多个物种染色质三维空间结构的成功解析揭示其与转录调控、有丝分裂、细胞衰老等生物学过程密切相关。减数分裂前期同源重组过程高度保守且对遗传多样性意义重大，但此时期的染色质三维结构亟待解析。申请人已成功分离处于减数分裂同源重组时期的小鼠粗线期精母细胞和嗜热四膜虫新月期小核，并已通过高通量染色质构象捕获技术(Hi-C)获得后者的全基因组染色质相互作用图谱。在此基础上，本申请拟以两种进化上较远却又同时处于减数分裂同源重组时期的模型—哺乳动物小鼠粗线期精母细胞和原生动物嗜热四膜虫新月期小核为研究对象，利用Hi-C间接检测三维染色质构象和利用超高分辨率显微成像技术(STORM)直接观察染色质三维结构相结合，深度解析减数分裂同源重组时期染色质三维空间结构和活化/抑制等染色质表观遗传状态，从进化上研究其保守性和多样性。本项目对理解减数分裂同源重组时期的分子机制意义重大，并可为干预减数分裂相关疾病提供新策略。
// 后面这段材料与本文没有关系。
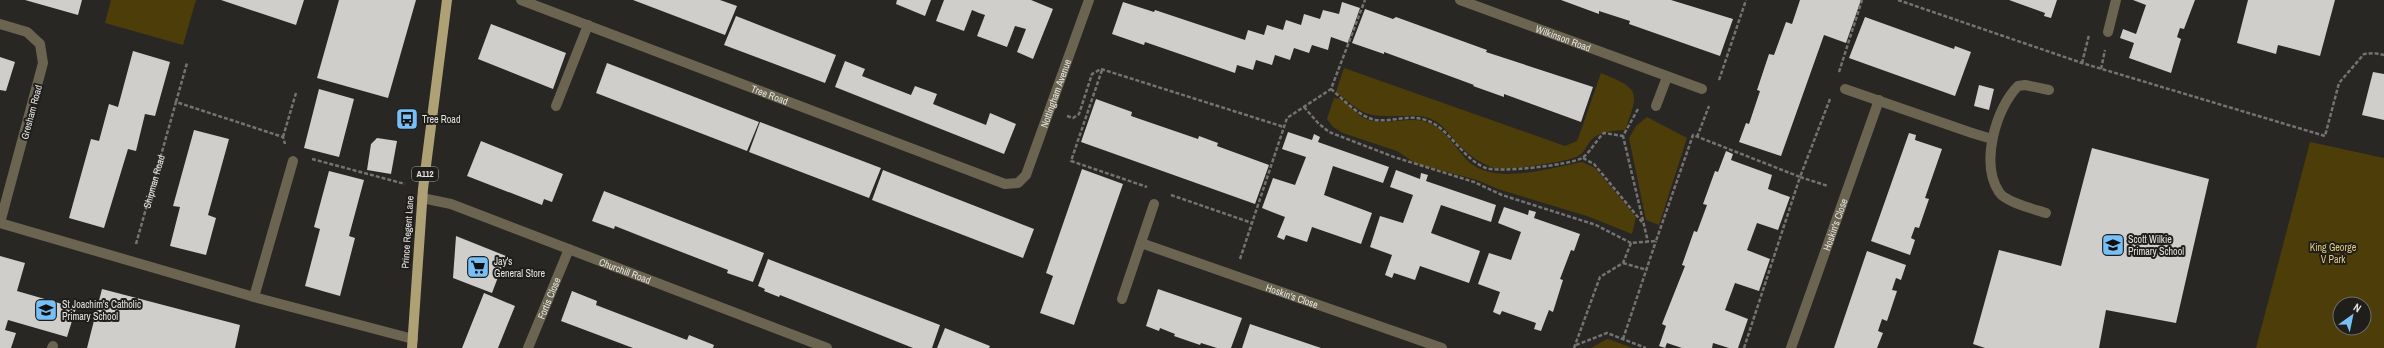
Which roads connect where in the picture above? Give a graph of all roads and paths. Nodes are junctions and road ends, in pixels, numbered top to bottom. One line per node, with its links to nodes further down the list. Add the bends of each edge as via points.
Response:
1 (447, 0): 46 (main road, Prince Regent Lane / A112)
2 (521, 0): 11 (street, Tree Road)
3 (1089, 0): 32 (street, Nottingham Avenue)
4 (1365, 0): 21 (path)
5 (1460, 0): 16 (street, Wilkinson Road)
6 (1746, 0): 18 (path)
7 (1862, 0): 17 (path)
8 (1898, 0): 13 (path, via 2082,63 2325,136 2338,83 2364,54)
9 (2116, 0): 12 (street)
10 (0, 24): 50 (street, Gresham Road, via 26,32 40,44 44,63)
11 (588, 25): 29 (street); 43 (street, Tree Road, via 996,182)
12 (2108, 32)
13 (2384, 55)
14 (187, 64): 26 (path, Shipman Road)
15 (1102, 70): 32 (path, via 1096,70 1092,74 1079,114 1073,118); 33 (path); 44 (path, via 1071,160)
16 (1667, 76): 19 (street, Wilkinson Road); 30 (street)
17 (1837, 78)
18 (1718, 82)
19 (1702, 89)
20 (1845, 89): 25 (street)
21 (1331, 90): 31 (path); 40 (path, via 1364,116 1376,120 1422,118 1432,123 1443,130 1470,158 1486,168 1501,171 1567,164)
22 (2049, 90): 37 (street, via 2018,86 2007,102)
23 (1832, 92): 42 (path)
24 (296, 93): 35 (path)
25 (1879, 100): 37 (street); 45 (street, Hoskin's Close)
26 (176, 102): 35 (path); 58 (path, Shipman Road)
27 (1710, 102): 36 (path)
28 (1642, 104): 34 (path)
29 (556, 106)
30 (1656, 106)
31 (1304, 107): 33 (path, via 1287,118); 56 (path, via 1330,132 1394,157 1474,182 1502,195 1596,225)
32 (1049, 109): 43 (street, Nottingham Avenue, via 1026,175)
33 (1284, 127): 51 (path)
34 (1624, 136): 40 (path, via 1604,133 1595,140); 52 (path)
35 (283, 137): 38 (path)
36 (1698, 137): 42 (path); 53 (path, via 1693,135)
37 (1992, 139): 49 (street, via 1989,148 1991,172 1999,192 2006,198)
38 (287, 150)
39 (308, 156): 46 (path, via 314,162)
40 (1582, 158): 52 (path, via 1594,164)
41 (292, 161): 62 (street)
42 (1800, 177): 45 (path); 71 (path)
43 (1018, 183)
44 (1152, 188)
45 (1846, 192): 72 (street, Hoskin's Close)
46 (422, 193): 57 (street, Churchill Road); 65 (main road, Prince Regent Lane / A112)
47 (1166, 193): 51 (path)
48 (1154, 204): 55 (street)
49 (2046, 213)
50 (0, 223): 58 (street)
51 (1252, 223): 61 (path)
52 (1642, 223): 54 (path)
53 (1656, 241): 54 (path); 60 (path)
54 (1648, 242): 56 (path)
55 (1141, 243): 61 (street, Hoskin's Close); 63 (street)
56 (1631, 243): 59 (path)
57 (569, 249): 67 (street, Fortis Close); 68 (street, Churchill Road)
58 (132, 261): 62 (street)
59 (1623, 263): 60 (path); 66 (path, via 1600,277)
60 (1647, 270): 64 (path)
61 (1234, 274): 69 (street, Hoskin's Close)
62 (254, 297): 65 (street)
63 (1122, 299)
64 (1623, 339): 66 (path, via 1607,333); 70 (path)
65 (413, 344)
66 (1575, 346)
67 (528, 348)
68 (827, 348)
69 (1442, 348)
70 (1646, 348)
71 (1744, 348)
72 (1791, 348)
The successful analyses of three-dimensional spatial chromatin structures in nuclei of multiple species revealed that high order chromatin organization is closely related with many key biological processes such as transcription regulation, mitosis, cellular senescence, etc. Homologous recombination during meiotic prophase is highly conserved and is of great significance for genetic diversity of gametes and progeny’s adaptability. However, the three-dimensional spatial chromatin structure during meiotic homologous recombination phase still remains as a mystery. The applicant’s group has successfully isolated pachytene spermatocytes of Mus musculus and crescent micronuclei of Tetrahymena thermophila, and also obtained genome-wide chromatin interaction map of crescent micronuclei of Tetrahymena thermophila through Hi-C, the genome-wide chromatin conformation capture method. Based on these preliminary data, the application will use these two model systems which are evolutionary far apart but both are during homologous recombination phases, to analysis three-dimensional spatial chromatin structure of meiotic homologous recombination phase of both mammal and protozoan, utilizing indirect method - (Hi-C) for capturing chromatin spatial conformation and direct method - super resolution imaging (STORM) for observing three-dimensional spatial chromatin structure, and the active or repressive epigenetic states of chromatin, in high resolution. We are also going to study the conservation and diversity of the three-dimensional spatial chromatin structure from evolutionary viewpoint. Our project is of great significance for understanding the molecular mechanism of meiotic homologous recombination, and may also provide new strategy into intervention of meiosis related diseases.